それでも長野から富山まで特急を乗り継いで行っても、所要時間がと~っても長いので乗り越したことは今のところない。所要時間は富山東京間を高速バスで行ったのとほとんど変わらないくらいだったりする(^_^;
そういった休憩時間を挟んだ後に待っているのは、大量のメールと食堂のバイトである。食堂のバイトは教育実習生に夕食を出す仕事が入った影響で、ここ最近時間が延びてしまっている。
120人位の胃袋が老若男女を問わず大口さんを開けて待っているためか、バイトの時間も当初の予定から小幅ながらオーバー気味。おいしそうなにほひを発する食材を前にすると、勤労意欲を上回る空腹感が・・・・。
といったことをここ1ヶ月近く繰り返している。

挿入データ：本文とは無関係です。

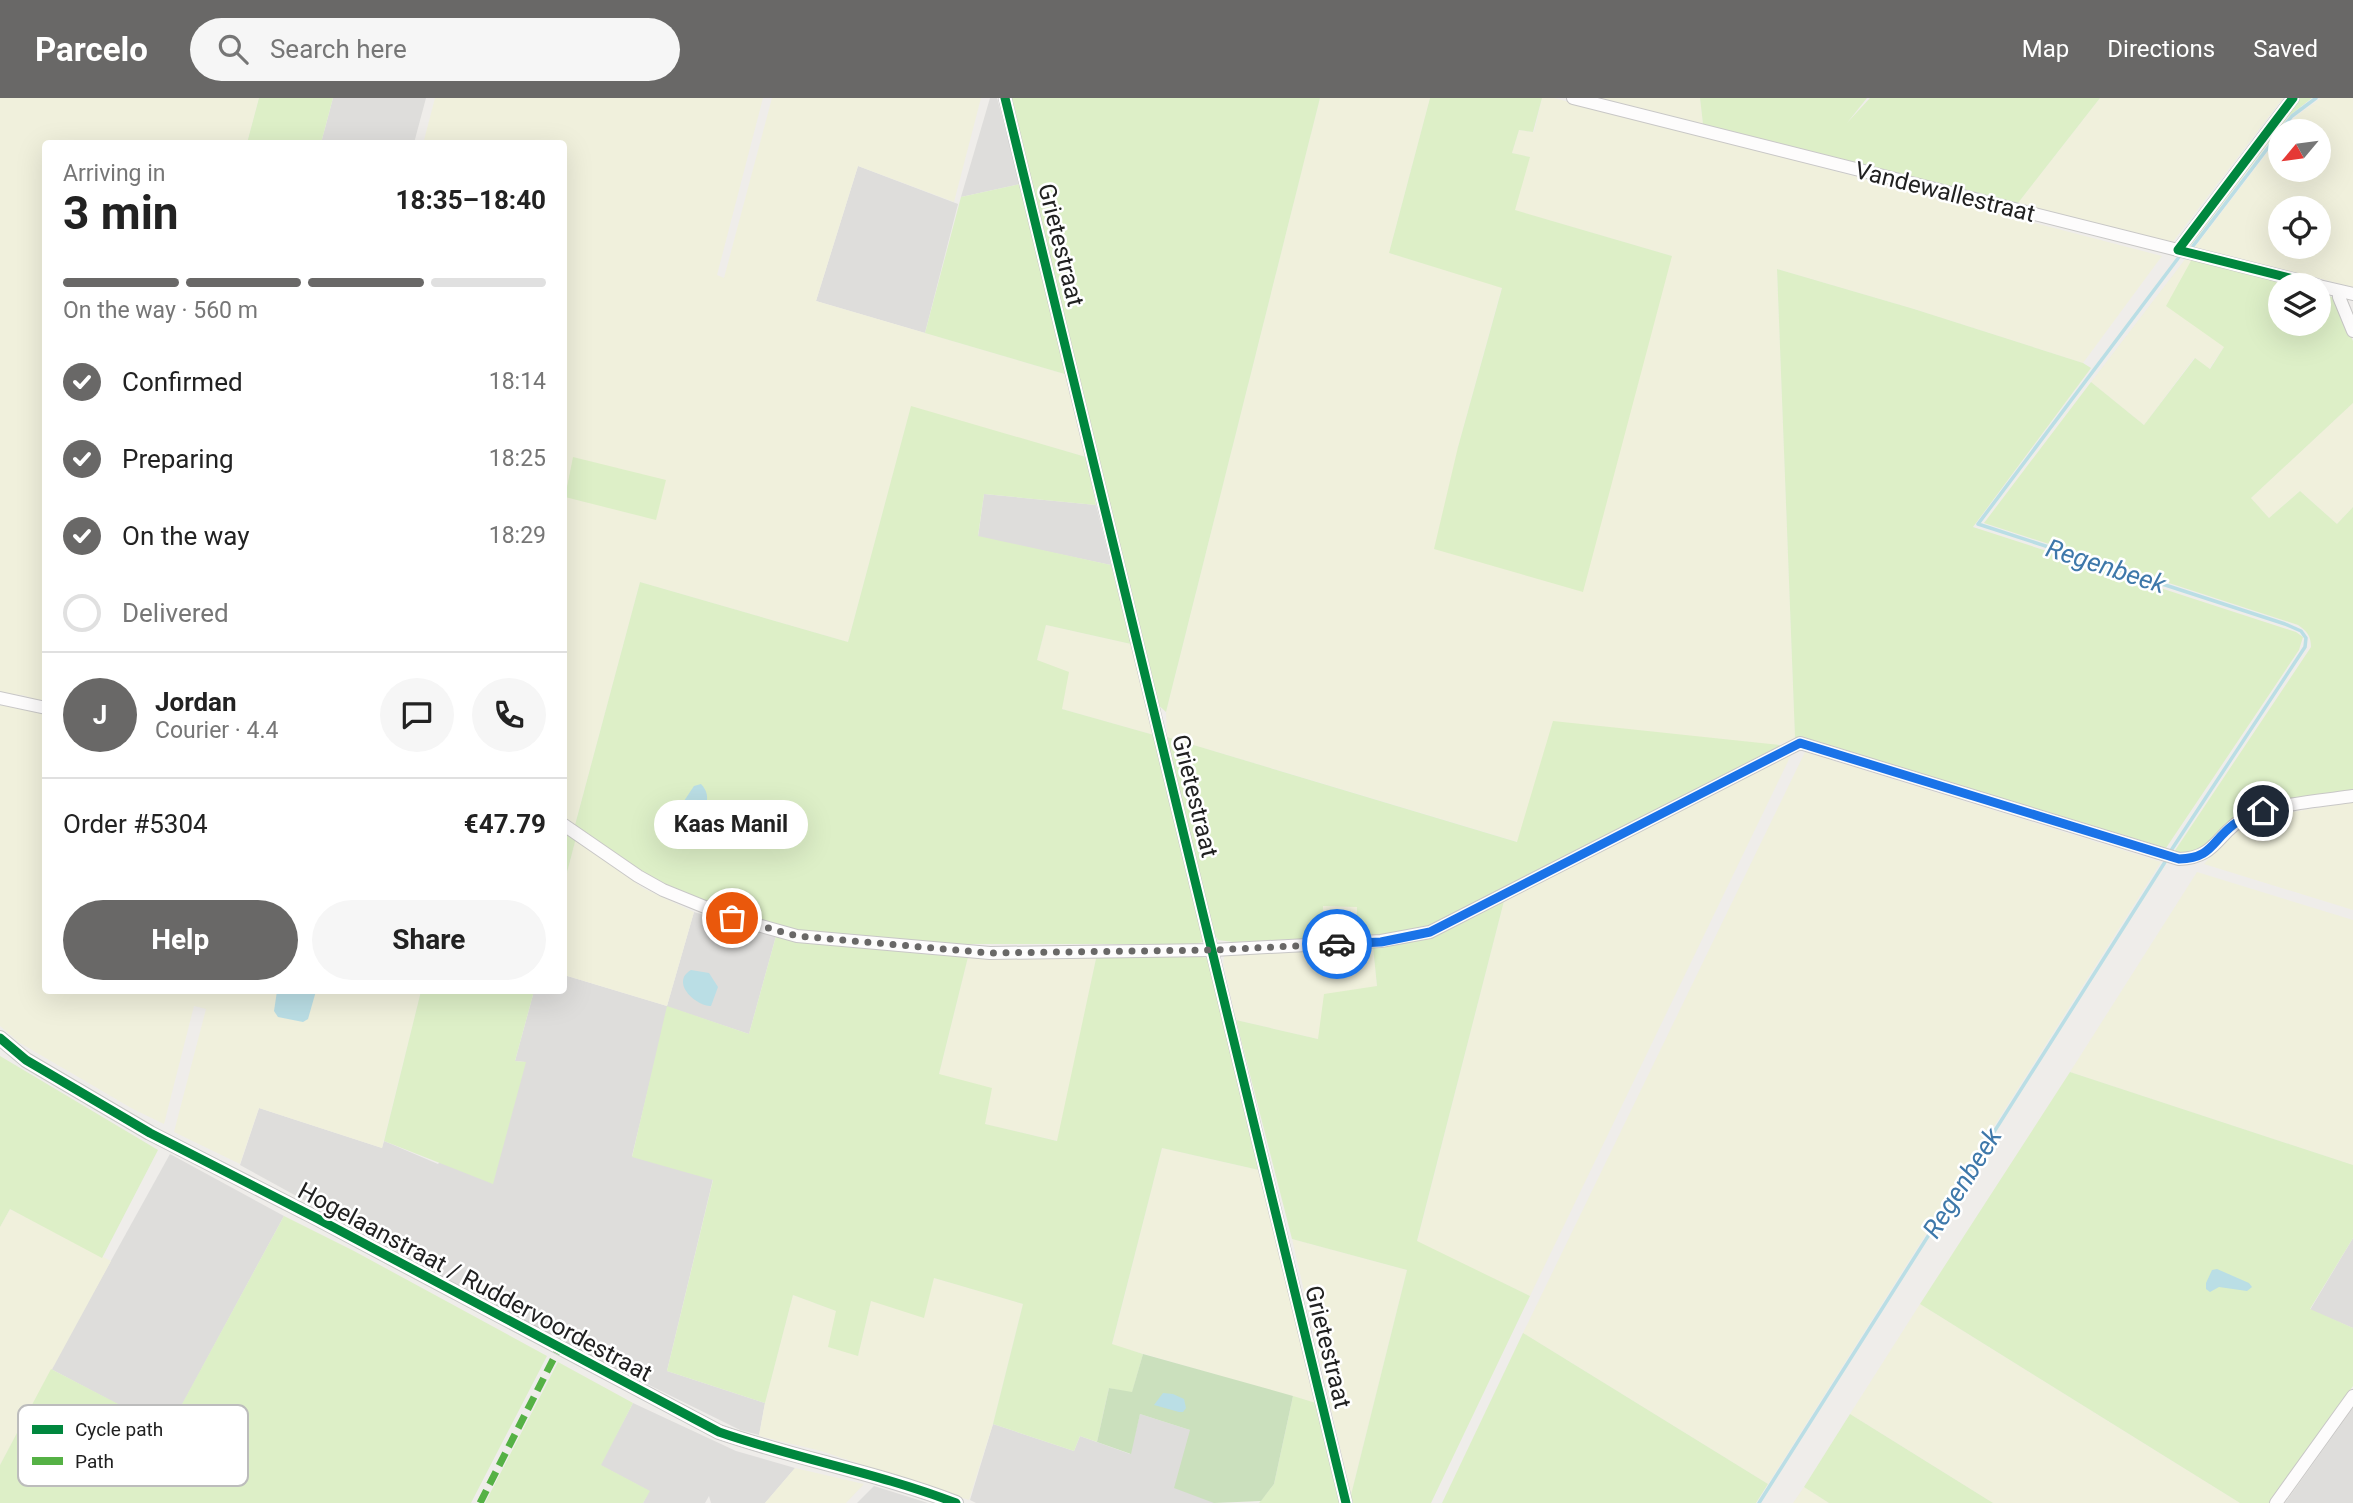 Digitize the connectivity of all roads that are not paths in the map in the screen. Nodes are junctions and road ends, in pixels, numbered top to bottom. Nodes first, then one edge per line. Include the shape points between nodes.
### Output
1 (1005, 98) edge
2 (1573, 98) edge
3 (2293, 98) edge
4 (2178, 250) junction
5 (2268, 273) edge
6 (2331, 289) edge
7 (2340, 291) junction
8 (2353, 294) edge
9 (2353, 331) edge
10 (0, 698) edge
11 (42, 707) edge
12 (2353, 796) edge
13 (567, 827) edge
14 (1213, 950) junction
15 (0, 1038) edge
16 (2353, 1396) edge
17 (956, 1503) edge
18 (1346, 1503) edge
19 (2276, 1503) edge

1 - 14 street, Grietestraat
2 - 4 street, Vandewallestraat
3 - 4 street
4 - 5 street, Vandewallestraat
6 - 7 street, Vandewallestraat
7 - 8 street, Vandewallestraat
7 - 9 street
10 - 11 street
12 - 14 street via 2247,816 2207,851 2179,859 1800,743 1430,932 1381,942
13 - 14 street via 663,890 732,918 797,936 990,953
14 - 18 street, Grietestraat
15 - 17 street, Hogelaanstraat / Ruddervoordestraat via 26,1059 150,1133 700,1423 763,1447 872,1474
16 - 19 street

これを書いた今日も、食堂のバイトがあった。今日の献立は、野菜の和え物、ごはん、みそ汁、そして揚げたてのどでかいコロッケである。
我輩の好物(プロフィール参照)が目前に、しかも大量に、なおかつ香ばしいにほひをあげているため、バイト開始直後に空腹となってしまった。
それはさておき、120人分の食事を用意した後に待っているのは120人分の食器の後かたづけである。
高性能の食器洗浄機があるため幾分作業は楽なのだが、それでも仕事が一段落する頃にはかなりの汗をかいている。傍目には楽そうな仕事も、いざやってみると重労働なのだ。
そして仕事が終わり、帰るついでに余った食材を別の場所にある厨房にバンで運ぼうかとした矢先、キャンパスの入り口をみた我輩は顔面蒼白。
なんと、入り口のゲートをご丁寧にぴったりふさぐ形で車が1台止まっているではないか。駐車したタイミングが相当悪いらしく、巡回に来ていた警備会社の車も閉じこめられている。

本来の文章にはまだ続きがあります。